Fast Food Financing: Would You Pay for a Burger in Installments?
A trend that once seemed absurd has become a reality: fast food financing. No, it’s not just a meme. Yes, Chili’s did create a publicity stunt, with a campaign that transformed a physical space into an open “office” where people could “apply” for fast food financing and receive free Chili’s coupons. But the stunt only made sense because the reality is much grimmer.
Americans are now facing over $1.2 trillion in credit card debt, according to the Federal Reserve Bank of New York. Average credit card interest rates have surged beyond 20%. For many people, those cards are being used not for indulgences, but for basics, like food, fuel, and healthcare. This desperation has opened the door for Buy Now, Pay Later (BNPL) services. These include Klarna, Affirm, Afterpay, Zip, Paypal Pay in 4 and Sezzle
Originally designed for bigger online retail purchases like certain fashion items, electronics or furniture, these platforms now cover everything from groceries to fast food delivery via DoorDash and Uber Eats.
How Fast Food Financing Actually Works
Let’s say you order a $26 meal on DoorDash. At checkout, you’re now often presented with the option to “Pay in 4” via Klarna or Afterpay. That means four equal payments of $6.50 spread out over six weeks—no interest, if paid on time.
But here’s the catch:
Most of these services charge late payment fees. Some charge as much as $8 per missed payment and 25% of the total order. Other companies that don’t charge these fees will limit future access to this financing option. They may even report the missed payments to credit bureaus, impacting your credit, which can in turn limit the person’s ability to rent.
It’s not hard to imagine how this can spiral. A user who misses multiple BNPL payments across different apps could find themselves in a complex web of small debts. Many of these are poorly tracked or coordinated.
How It Ties into Forex: Consumer Credit and Currency Pressure
At first glance, fast food financing and forex might seem unrelated. However, the ripple effects of widespread consumer debt absolutely influence currency markets.

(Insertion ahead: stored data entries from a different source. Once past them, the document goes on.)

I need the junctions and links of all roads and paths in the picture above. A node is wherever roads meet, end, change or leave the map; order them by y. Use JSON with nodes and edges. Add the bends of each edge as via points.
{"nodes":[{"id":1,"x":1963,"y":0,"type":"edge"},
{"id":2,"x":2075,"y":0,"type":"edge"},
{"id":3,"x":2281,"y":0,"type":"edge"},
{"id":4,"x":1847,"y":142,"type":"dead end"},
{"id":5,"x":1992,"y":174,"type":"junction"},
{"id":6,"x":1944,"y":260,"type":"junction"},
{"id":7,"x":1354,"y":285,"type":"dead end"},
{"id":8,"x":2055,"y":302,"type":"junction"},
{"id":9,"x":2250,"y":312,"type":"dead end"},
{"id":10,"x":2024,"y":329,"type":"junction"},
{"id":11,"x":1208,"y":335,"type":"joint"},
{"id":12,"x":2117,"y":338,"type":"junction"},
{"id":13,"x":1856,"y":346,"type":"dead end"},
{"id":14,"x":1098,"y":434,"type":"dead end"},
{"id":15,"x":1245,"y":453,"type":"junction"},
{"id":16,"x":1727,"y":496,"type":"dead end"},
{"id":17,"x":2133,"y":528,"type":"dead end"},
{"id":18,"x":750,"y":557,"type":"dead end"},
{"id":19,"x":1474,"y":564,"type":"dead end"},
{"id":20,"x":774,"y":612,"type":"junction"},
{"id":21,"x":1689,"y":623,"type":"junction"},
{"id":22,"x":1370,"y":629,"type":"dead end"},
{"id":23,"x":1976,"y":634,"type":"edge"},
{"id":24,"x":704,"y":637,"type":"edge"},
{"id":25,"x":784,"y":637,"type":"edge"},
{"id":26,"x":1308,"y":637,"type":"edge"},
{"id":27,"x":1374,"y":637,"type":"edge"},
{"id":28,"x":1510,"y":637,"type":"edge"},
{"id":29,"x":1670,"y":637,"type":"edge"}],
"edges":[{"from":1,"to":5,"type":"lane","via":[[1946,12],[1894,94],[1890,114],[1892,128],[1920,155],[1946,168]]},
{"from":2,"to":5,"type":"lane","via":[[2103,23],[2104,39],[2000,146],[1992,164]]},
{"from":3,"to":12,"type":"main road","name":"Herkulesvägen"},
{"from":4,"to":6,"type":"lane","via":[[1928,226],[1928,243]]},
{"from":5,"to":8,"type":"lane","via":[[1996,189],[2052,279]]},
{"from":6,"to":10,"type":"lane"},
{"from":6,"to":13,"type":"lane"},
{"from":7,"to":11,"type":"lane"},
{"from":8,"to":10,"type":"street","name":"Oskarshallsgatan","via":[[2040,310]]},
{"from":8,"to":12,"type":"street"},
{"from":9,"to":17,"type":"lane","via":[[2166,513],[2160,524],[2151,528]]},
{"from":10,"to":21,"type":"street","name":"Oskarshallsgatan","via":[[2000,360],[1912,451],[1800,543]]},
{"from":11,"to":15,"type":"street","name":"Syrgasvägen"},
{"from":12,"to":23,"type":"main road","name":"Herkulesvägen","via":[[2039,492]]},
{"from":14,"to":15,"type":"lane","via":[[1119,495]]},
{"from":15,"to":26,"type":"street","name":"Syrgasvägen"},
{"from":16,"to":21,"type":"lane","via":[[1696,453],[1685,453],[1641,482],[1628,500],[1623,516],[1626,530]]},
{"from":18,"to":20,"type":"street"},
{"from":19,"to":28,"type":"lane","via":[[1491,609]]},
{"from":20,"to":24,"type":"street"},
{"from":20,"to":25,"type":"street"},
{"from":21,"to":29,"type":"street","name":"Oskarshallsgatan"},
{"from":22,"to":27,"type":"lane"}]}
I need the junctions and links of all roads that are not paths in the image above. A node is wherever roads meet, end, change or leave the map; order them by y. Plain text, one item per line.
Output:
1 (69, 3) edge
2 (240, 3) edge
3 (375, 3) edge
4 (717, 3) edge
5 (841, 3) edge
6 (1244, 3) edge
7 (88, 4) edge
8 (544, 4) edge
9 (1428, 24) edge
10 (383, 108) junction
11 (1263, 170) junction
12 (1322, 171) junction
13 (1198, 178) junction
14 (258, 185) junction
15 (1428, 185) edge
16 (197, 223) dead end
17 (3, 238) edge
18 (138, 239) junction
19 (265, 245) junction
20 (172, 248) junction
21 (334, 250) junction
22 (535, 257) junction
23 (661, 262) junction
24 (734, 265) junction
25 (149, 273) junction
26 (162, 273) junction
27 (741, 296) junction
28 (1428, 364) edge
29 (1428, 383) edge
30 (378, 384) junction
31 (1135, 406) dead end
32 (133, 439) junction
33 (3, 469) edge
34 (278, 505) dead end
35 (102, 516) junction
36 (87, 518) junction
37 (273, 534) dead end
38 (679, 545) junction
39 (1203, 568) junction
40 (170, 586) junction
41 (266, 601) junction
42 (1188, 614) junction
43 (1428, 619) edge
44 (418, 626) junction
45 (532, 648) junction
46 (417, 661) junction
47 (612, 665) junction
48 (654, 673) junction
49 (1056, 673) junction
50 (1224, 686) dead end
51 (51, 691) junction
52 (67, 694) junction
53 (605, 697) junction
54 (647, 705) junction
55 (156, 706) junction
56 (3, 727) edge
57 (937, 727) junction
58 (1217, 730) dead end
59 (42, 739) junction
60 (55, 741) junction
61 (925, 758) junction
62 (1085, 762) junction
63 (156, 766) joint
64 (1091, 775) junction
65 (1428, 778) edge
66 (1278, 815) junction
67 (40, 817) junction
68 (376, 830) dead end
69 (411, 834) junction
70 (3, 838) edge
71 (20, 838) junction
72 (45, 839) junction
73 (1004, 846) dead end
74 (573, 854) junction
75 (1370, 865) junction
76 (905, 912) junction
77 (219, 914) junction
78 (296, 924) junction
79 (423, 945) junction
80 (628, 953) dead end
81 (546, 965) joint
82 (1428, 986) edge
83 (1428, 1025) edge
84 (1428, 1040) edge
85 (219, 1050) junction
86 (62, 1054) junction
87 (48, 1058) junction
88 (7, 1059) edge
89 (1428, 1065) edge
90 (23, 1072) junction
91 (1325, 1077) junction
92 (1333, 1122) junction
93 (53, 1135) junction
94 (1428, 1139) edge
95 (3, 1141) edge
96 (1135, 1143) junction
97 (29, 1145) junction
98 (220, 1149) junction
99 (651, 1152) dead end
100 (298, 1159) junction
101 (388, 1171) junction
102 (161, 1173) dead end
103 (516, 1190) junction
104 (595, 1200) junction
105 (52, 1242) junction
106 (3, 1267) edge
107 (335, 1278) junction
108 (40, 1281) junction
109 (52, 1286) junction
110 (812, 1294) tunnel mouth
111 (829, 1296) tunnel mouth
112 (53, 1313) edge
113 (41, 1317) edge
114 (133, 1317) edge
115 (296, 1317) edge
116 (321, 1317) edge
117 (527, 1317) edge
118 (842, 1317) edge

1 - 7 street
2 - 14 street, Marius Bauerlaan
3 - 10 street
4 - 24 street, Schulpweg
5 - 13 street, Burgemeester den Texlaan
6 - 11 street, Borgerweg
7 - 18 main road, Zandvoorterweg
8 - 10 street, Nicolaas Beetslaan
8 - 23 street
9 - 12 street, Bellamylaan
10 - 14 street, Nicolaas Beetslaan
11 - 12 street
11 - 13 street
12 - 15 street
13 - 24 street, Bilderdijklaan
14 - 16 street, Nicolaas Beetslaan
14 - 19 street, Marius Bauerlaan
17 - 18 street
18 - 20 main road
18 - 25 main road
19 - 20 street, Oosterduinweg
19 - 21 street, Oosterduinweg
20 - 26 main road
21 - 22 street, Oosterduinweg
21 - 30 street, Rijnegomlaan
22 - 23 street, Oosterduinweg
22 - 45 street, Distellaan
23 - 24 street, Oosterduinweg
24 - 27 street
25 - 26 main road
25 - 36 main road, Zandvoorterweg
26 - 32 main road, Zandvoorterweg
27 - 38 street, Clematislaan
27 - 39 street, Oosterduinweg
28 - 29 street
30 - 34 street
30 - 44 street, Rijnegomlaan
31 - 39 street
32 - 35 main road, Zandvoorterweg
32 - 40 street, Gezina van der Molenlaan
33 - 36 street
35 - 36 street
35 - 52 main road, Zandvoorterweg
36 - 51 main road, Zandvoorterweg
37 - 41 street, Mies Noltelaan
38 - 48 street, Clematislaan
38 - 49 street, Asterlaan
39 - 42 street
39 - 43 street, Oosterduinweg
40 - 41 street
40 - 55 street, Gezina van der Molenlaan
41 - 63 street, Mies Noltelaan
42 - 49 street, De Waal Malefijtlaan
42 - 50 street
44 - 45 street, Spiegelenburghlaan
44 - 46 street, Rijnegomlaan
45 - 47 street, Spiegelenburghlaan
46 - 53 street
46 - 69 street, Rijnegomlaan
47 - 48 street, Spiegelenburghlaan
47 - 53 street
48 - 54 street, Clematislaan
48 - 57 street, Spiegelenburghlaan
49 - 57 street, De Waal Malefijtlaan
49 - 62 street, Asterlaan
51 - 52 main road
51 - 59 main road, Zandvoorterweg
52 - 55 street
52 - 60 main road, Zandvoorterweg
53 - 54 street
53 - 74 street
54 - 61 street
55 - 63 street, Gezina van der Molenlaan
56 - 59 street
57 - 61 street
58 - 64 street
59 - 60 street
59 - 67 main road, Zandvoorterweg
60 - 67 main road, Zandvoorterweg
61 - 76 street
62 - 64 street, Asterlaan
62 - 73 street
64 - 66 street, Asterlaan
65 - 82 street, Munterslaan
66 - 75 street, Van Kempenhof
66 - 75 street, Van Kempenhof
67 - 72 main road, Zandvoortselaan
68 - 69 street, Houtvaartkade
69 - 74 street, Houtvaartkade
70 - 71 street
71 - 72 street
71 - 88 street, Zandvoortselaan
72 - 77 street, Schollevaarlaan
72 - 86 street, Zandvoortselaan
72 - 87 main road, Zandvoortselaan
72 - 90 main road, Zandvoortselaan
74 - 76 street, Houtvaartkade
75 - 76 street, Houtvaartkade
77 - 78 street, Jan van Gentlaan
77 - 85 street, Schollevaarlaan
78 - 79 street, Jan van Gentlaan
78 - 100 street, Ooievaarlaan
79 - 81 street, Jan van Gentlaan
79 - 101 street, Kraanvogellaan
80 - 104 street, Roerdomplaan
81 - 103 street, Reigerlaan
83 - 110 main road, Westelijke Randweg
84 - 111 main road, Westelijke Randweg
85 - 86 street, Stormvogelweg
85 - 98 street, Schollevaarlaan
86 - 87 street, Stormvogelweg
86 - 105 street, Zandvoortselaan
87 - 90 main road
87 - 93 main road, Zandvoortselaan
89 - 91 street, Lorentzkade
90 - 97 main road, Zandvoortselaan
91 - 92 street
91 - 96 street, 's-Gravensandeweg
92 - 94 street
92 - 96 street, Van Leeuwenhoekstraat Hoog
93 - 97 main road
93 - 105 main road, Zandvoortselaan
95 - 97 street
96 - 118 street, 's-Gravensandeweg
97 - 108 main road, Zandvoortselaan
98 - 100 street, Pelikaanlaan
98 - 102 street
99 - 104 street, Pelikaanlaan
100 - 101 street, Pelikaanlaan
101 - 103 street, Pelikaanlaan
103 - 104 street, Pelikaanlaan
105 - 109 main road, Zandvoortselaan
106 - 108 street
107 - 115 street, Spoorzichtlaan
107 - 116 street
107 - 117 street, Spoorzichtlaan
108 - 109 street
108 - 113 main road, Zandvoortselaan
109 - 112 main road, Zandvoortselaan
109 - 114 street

When BNPL services become widespread, especially for essentials like food, it reflects deeper economic stress. Consumers turning to installment payments for daily expenses signal eroding purchasing power and a struggling middle and lower class. This dynamic can shape macroeconomic indicators that traders watch closely in the forex world.
Here’s how it matters:
- Consumer Health Impacts USD Sentiment: A nation’s consumer health plays directly into monetary policy decisions. When Americans accumulate debt just to survive, it pressures the Federal Reserve to either support the economy through looser policy (which weakens the USD) or tighten further to tame inflation. Tightening could strengthen the USD but risk recession. Either decision moves the dollar.
- Retail Spending & Inflation: BNPL spending artificially boosts consumption, even when consumers are financially stretched. This can keep inflation numbers sticky. Forex traders follow CPI and spending data closely. So, if BNPL props up retail sales, currencies like the USD could react more aggressively to inflation readings.
- Impact on Interest Rate Differentials: As BNPL becomes more normalized, it may complicate central banks’ timing on rate cuts. Traders betting on interest rate differentials between the U.S. and other economies (like the Eurozone or Japan) must now factor in these kinds of consumer credit distortions.
In short: when millions of Americans need a payment plan for a burger, it’s more than a cultural moment—it’s a flashing indicator of macroeconomic stress. And for forex traders, it’s another puzzle piece in anticipating central bank decisions and currency movements.
But How Many Are Using These Services?
BNPL usage has exploded: According to a survey by Numerator, half of Americans have used these services. Most users are Gen Z and Millennials and fall into the lower third of purchasing power. In less than 6 months of becoming available in the US, Klarna alone amassed over 100,000 American users, making it a total of 150 million users globally. Some of the most popular companies like Uber Eats, Starbucks and DoorDash have integrated some form of pay later functionality. And now, even restaurants are exploring it. While Chili’s Fast Food Financing is satirical in nature, it draws attention to a present where financing a meal is no longer farfetched or an exception, but closer to becoming the norm.
A Dangerous Normalization of Debt
While the installment model can help with cash flow in the short term, the risks are stacking up:
- No credit check may mean accessibility—but also a lack of regulation.
- No interest sounds safe—until late fees and penalties kick in.
- Multiple BNPL accounts with different providers make it easy to lose track.
And because some BNPL companies aren’t yet fully integrated into credit bureaus, it creates a blind spot for both consumers and lenders.
Final Thoughts
As debt levels continue to climb and essential goods become increasingly unaffordable, BNPL companies are rushing in to capitalize on short-term consumer stress. For many, these services are less about convenience and more about necessity. However, this temporary solution for now may end up leading to more problems in the near future.